Data provided below:

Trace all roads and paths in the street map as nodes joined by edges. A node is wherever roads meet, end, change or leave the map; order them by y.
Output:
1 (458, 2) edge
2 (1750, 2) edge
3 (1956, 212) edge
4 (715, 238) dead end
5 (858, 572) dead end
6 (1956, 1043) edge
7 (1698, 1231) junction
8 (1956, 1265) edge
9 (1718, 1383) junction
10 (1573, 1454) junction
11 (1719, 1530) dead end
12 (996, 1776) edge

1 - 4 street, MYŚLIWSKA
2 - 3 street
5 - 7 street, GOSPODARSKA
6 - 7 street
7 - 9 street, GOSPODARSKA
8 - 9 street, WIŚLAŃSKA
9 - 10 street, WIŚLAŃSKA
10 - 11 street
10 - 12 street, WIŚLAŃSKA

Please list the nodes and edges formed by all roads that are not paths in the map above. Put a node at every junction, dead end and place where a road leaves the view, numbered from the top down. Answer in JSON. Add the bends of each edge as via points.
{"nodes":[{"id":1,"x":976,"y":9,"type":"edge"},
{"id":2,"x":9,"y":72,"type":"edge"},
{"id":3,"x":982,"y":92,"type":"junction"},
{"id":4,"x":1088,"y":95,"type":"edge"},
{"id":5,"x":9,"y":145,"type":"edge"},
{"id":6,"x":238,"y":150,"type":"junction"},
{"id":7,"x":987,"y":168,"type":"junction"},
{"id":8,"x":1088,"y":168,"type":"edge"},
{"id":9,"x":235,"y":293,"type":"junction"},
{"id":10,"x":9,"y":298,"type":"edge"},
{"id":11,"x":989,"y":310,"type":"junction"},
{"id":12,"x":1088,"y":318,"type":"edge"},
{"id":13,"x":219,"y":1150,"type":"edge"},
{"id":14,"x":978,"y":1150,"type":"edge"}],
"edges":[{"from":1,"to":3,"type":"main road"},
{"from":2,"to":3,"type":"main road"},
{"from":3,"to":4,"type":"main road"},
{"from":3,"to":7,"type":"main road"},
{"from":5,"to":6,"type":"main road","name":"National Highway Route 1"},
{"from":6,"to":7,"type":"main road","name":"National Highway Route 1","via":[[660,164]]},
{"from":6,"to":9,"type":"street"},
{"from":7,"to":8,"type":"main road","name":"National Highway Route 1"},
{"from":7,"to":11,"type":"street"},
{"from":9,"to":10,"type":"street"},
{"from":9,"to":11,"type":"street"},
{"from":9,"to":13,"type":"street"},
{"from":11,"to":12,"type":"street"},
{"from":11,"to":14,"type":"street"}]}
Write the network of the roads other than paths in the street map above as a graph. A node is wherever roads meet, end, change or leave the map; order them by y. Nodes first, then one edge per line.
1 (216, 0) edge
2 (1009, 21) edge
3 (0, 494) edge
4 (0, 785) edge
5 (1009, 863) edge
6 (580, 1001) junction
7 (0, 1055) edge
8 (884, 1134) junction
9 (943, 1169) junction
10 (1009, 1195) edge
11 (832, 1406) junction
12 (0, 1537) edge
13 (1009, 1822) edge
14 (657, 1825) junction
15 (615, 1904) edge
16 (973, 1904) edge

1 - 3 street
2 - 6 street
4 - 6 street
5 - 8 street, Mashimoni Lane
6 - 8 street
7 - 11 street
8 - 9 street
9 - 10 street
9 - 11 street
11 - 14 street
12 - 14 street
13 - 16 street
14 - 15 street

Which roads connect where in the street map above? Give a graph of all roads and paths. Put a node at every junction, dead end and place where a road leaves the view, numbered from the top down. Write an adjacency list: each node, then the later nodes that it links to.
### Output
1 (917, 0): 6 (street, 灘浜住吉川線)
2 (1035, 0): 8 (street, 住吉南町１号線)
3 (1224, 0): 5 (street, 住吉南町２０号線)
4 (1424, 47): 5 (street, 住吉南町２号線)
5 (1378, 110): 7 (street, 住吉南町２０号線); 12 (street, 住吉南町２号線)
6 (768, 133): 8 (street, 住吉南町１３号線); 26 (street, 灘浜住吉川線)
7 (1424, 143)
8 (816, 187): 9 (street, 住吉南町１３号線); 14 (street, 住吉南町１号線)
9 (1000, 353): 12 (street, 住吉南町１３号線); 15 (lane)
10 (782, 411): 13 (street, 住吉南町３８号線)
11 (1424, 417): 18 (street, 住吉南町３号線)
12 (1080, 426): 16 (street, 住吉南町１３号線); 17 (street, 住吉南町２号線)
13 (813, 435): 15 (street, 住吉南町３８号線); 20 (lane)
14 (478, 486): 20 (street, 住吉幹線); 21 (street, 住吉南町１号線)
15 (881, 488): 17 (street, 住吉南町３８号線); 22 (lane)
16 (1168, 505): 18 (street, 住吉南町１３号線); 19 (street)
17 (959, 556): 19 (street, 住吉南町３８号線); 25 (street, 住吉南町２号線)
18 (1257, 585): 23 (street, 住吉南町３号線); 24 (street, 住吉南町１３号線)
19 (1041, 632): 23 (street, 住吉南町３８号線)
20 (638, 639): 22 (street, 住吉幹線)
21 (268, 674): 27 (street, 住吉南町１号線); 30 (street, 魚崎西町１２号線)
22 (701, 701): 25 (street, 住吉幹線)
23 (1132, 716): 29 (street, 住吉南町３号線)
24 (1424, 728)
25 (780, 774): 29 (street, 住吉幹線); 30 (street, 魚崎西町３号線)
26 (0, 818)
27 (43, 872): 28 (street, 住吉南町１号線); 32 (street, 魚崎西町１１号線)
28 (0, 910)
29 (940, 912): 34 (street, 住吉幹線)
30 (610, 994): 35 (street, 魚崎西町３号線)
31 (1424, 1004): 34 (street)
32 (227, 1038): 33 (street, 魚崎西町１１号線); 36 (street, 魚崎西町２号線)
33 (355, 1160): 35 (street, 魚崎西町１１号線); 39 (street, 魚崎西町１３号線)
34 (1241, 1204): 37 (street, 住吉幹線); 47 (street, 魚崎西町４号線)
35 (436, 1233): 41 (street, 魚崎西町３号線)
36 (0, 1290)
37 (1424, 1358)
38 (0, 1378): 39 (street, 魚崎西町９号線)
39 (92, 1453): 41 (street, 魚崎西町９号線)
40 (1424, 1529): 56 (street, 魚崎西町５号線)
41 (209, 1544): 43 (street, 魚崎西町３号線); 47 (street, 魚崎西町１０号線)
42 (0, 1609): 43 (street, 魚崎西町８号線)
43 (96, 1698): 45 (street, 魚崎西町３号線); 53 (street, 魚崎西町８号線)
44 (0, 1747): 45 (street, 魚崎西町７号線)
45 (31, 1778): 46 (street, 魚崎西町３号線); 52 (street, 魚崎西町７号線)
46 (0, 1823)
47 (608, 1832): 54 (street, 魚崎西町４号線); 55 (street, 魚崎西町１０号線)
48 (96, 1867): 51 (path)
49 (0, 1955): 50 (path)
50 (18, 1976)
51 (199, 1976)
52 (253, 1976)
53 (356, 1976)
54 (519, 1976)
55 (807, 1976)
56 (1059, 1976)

End of Data provided.

Your goal —
Give only a number, the count of lines above that include the string "leaves".

Problem solution —
2